Lights and Shapes

This section goes over what lights and shapes must be displayed by vessels when they are underway. (When they are not made fast to the shore, aground, or at anchor.) Also it’s important to know that each example is based off a vessel under 50 meters unless specified. If a vessel is over 50 meters, it must show an additional masthead light among the rest of the lights outlined in each rule.

Rule #20: Lights and Shapes: Application

Lights are to be turned on from sunset to sunrise, in/near restricted visibility or whenever deemed necessary. Day shapes on the other hand apply during the day.

There is no Canadian Modification to this rule.

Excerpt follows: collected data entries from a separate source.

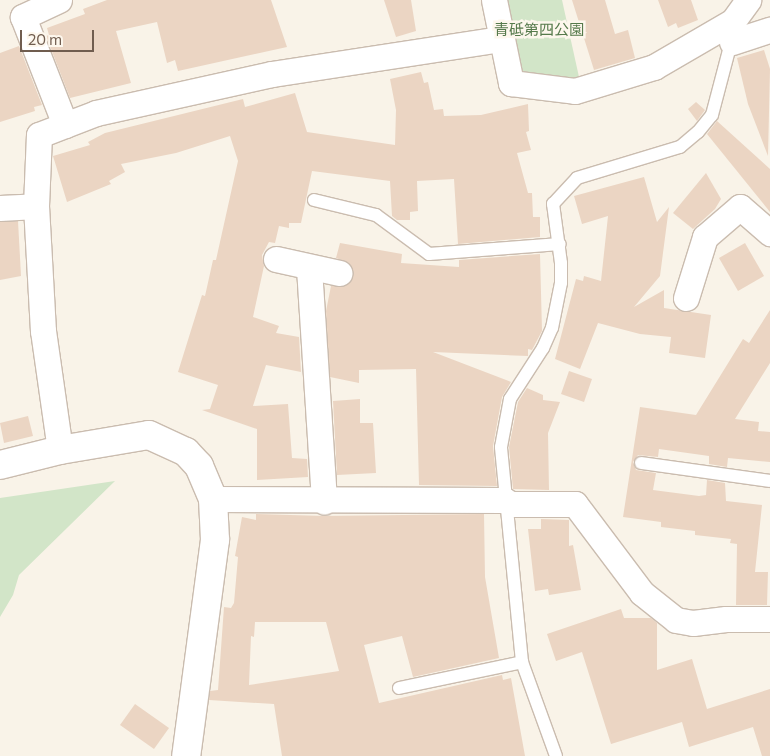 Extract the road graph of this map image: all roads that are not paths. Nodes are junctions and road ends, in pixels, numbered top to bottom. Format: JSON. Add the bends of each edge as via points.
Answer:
{"nodes":[{"id":1,"x":59,"y":0,"type":"edge"},
{"id":2,"x":494,"y":0,"type":"edge"},
{"id":3,"x":748,"y":0,"type":"edge"},
{"id":4,"x":770,"y":30,"type":"edge"},
{"id":5,"x":732,"y":32,"type":"junction"},
{"id":6,"x":500,"y":39,"type":"junction"},
{"id":7,"x":65,"y":124,"type":"junction"},
{"id":8,"x":314,"y":200,"type":"dead end"},
{"id":9,"x":36,"y":206,"type":"junction"},
{"id":10,"x":0,"y":208,"type":"edge"},
{"id":11,"x":770,"y":233,"type":"edge"},
{"id":12,"x":560,"y":244,"type":"junction"},
{"id":13,"x":276,"y":258,"type":"dead end"},
{"id":14,"x":309,"y":268,"type":"junction"},
{"id":15,"x":339,"y":273,"type":"dead end"},
{"id":16,"x":686,"y":298,"type":"dead end"},
{"id":17,"x":60,"y":450,"type":"junction"},
{"id":18,"x":640,"y":463,"type":"dead end"},
{"id":19,"x":0,"y":465,"type":"edge"},
{"id":20,"x":770,"y":481,"type":"edge"},
{"id":21,"x":213,"y":499,"type":"junction"},
{"id":22,"x":504,"y":500,"type":"junction"},
{"id":23,"x":324,"y":502,"type":"junction"},
{"id":24,"x":770,"y":619,"type":"edge"},
{"id":25,"x":522,"y":662,"type":"junction"},
{"id":26,"x":399,"y":688,"type":"dead end"},
{"id":27,"x":186,"y":756,"type":"edge"},
{"id":28,"x":556,"y":756,"type":"edge"}],
"edges":[{"from":1,"to":7,"type":"street","via":[[23,17]]},
{"from":2,"to":6,"type":"street"},
{"from":3,"to":5,"type":"street"},
{"from":4,"to":5,"type":"street"},
{"from":5,"to":6,"type":"street","via":[[654,67],[575,91],[511,83]]},
{"from":5,"to":12,"type":"lane","via":[[712,116],[680,147],[577,178],[562,190],[553,204]]},
{"from":6,"to":7,"type":"street","via":[[272,74],[96,113]]},
{"from":7,"to":9,"type":"street","via":[[39,135]]},
{"from":8,"to":12,"type":"lane","via":[[376,215],[429,254]]},
{"from":9,"to":10,"type":"street"},
{"from":9,"to":17,"type":"street","via":[[43,331]]},
{"from":11,"to":16,"type":"street","via":[[740,207],[705,237]]},
{"from":12,"to":22,"type":"lane","via":[[561,284],[552,328],[543,348],[517,385],[505,414],[501,447]]},
{"from":13,"to":14,"type":"street"},
{"from":14,"to":15,"type":"street"},
{"from":14,"to":23,"type":"street"},
{"from":17,"to":19,"type":"street"},
{"from":17,"to":21,"type":"street","via":[[150,435],[186,452],[199,466]]},
{"from":18,"to":20,"type":"lane"},
{"from":21,"to":23,"type":"street"},
{"from":21,"to":27,"type":"street","via":[[215,540]]},
{"from":22,"to":23,"type":"street"},
{"from":22,"to":24,"type":"street","via":[[511,504],[575,504],[642,593],[676,620],[693,623]]},
{"from":22,"to":25,"type":"lane"},
{"from":25,"to":26,"type":"lane"},
{"from":25,"to":28,"type":"lane"}]} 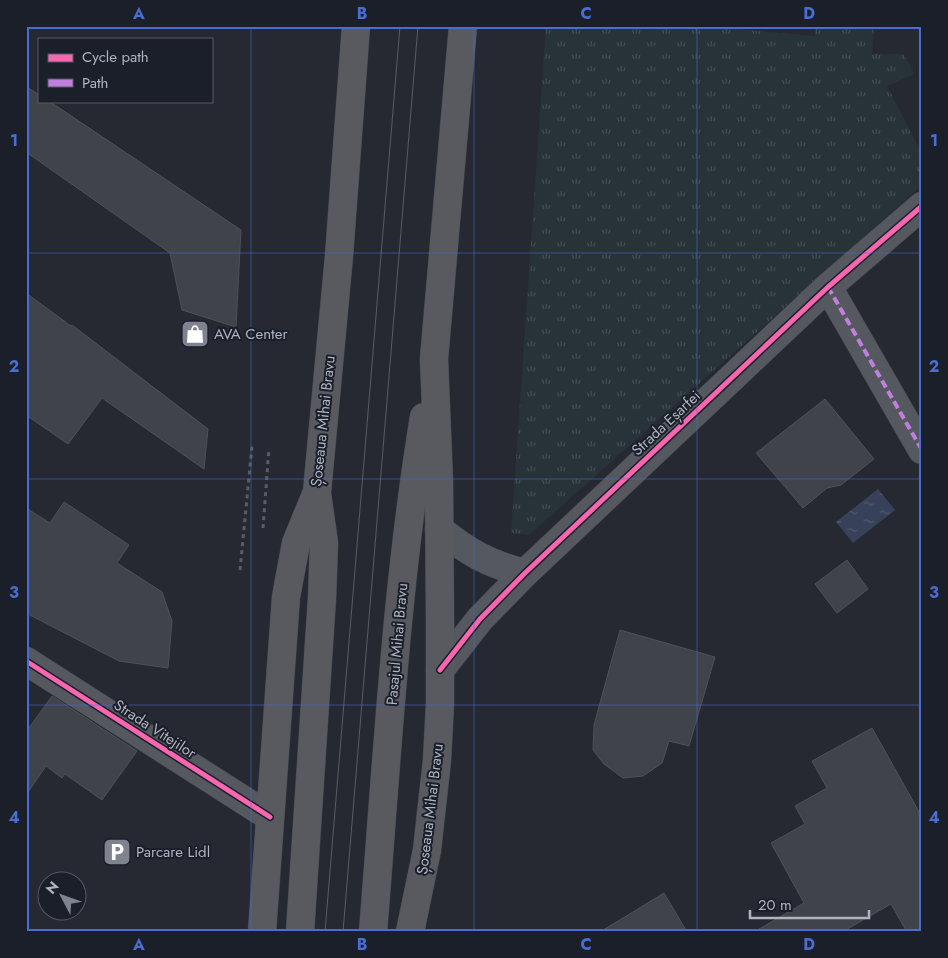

To view the full document, International Regulations for Preventing Collisions at Sea from 1972 with Canadian Modifications. You should also check out COLREG's which is the abridged version of the International Regulations for Preventing Collisions at Sea

Rule #21: Lights and Some Definitions

Definitions from the International Rule:

  • Masthead light: white light, on the centerline of the vessel showing from right ahead to 22.5 degrees abaft the beam on either side of the vessel.
  • Sidelights: green on starboard side, red on port side, each showing from right ahead to 22.5 degrees abaft the beam on their respective side. (If the vessel is under 20 metres long sidelights may be combined in 1 fixture on the centerline of the vessel.)
  • Stern Light: white light, where practicable on stern showing 67.5 degrees from right aft on each side of the vessel.
  • Towing Light: yellow, placed where practicable on the stern, showing 67.5 degrees from right after on each side of the vessel.
  • All-round light: a light visible from 360 degrees of the horizon.
  • Flashing light: flashing faster than 120 flashers/minute.
  • Long Tow: tow length of more than 200m.

Canadian Modification:

  • Special Flashing Light: a yellow light flashing with a frequency of about 50-70 flashes/minute, placed in the foremost part of both the fore and aft part of the vessel, on the centreline, visible from 180-225 degrees, showing from right ahead to abeam, and not more then 22.5 degrees abaft the beam on either side of the vessel.
  • Blue Flashing Light: a blue all-round light flashing with a frequency of about 50-70 flashes/minute.

To view the full document, International Regulations for Preventing Collisions at Sea from 1972 with Canadian Modifications. You should also check out COLREG's which is the abridged version of the International Regulations for Preventing Collisions at Sea

Rule #22: Visibility of Lights:

International Rule:

  • If your vessel is over 50 meters your masthead light must be visible for 6nm, your sidelights for 3nm, your towing light for 3nm, and your all-round light must be visible for 3nm. 
  • If your vessel is 20 to 50 meters your masthead light must be visible for 3nm, your sidelights for 2nm, your towing light for 2nm, and your all-round light must be visible for 1nm.
  • If your vessel is 12-20 meters your masthead light must be visible for 3nm, your sidelights for 2nm, your towing light for 2nm and your all-round light must be visible for 2nm.
  • If your vessel is under 12 meters your masthead light must be visible for 3nm, your sidelights for 2nm, your towing light for 2nm, and your all-round light must be visible for 2nm.

Canadian Modification:

If a vessel must exhibit a special or blue flashing light it’s visibility must be 2nm.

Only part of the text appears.